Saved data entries

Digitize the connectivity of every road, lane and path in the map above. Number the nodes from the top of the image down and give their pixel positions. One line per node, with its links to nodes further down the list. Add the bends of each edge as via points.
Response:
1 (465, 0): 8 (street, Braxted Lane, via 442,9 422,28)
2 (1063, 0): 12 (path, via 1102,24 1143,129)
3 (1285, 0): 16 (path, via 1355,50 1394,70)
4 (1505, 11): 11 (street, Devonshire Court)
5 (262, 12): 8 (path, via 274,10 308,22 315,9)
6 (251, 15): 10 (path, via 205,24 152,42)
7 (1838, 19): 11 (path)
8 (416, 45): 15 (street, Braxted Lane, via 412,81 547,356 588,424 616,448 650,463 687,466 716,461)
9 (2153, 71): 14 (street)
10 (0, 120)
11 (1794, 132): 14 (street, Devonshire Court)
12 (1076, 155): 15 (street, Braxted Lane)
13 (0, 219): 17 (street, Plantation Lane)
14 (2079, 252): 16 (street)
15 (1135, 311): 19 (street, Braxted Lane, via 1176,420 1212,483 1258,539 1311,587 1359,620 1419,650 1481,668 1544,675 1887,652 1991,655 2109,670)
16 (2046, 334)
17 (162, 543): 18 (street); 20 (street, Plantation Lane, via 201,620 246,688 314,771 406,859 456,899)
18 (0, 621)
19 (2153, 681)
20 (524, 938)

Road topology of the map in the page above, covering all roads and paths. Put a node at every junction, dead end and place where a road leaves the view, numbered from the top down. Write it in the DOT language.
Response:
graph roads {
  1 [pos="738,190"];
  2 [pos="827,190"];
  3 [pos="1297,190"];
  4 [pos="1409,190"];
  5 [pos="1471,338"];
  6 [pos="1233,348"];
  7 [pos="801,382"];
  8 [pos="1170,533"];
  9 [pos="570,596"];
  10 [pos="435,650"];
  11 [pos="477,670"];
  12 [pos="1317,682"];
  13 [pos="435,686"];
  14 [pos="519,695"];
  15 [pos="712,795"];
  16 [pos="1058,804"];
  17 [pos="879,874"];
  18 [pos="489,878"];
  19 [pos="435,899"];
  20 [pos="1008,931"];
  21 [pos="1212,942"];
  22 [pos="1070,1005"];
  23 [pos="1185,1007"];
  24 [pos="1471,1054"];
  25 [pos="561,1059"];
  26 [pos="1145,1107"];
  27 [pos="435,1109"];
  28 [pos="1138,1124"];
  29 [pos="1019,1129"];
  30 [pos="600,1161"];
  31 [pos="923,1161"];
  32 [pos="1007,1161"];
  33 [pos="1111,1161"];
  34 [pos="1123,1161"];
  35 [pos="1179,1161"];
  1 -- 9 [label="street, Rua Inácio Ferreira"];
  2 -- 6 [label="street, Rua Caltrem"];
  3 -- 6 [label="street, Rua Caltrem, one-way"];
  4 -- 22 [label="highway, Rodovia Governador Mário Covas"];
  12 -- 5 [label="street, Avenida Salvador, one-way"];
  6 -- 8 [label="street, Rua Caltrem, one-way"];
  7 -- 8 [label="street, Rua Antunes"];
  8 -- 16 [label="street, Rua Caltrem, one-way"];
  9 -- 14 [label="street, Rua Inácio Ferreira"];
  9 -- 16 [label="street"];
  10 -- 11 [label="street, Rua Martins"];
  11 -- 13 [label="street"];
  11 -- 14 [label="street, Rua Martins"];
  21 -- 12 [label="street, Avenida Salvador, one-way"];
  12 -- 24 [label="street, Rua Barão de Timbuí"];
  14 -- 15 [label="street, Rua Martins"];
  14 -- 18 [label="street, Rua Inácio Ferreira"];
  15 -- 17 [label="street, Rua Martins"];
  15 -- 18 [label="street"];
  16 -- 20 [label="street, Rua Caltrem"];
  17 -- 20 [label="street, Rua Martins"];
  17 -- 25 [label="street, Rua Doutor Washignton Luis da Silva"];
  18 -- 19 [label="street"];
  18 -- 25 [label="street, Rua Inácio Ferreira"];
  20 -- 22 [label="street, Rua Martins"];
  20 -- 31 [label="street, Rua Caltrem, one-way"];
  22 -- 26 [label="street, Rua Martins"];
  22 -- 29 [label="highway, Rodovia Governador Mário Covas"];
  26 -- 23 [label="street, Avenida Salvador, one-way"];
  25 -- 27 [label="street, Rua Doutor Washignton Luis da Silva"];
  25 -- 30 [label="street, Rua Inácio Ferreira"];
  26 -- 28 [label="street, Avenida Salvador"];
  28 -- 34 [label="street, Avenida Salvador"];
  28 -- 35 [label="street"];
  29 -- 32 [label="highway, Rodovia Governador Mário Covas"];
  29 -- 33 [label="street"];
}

* _Required work_
Could you return the lines in the entries above that contain "Doutor"?

* _Reply_
  17 -- 25 [label="street, Rua Doutor Washignton Luis da Silva"];
  25 -- 27 [label="street, Rua Doutor Washignton Luis da Silva"];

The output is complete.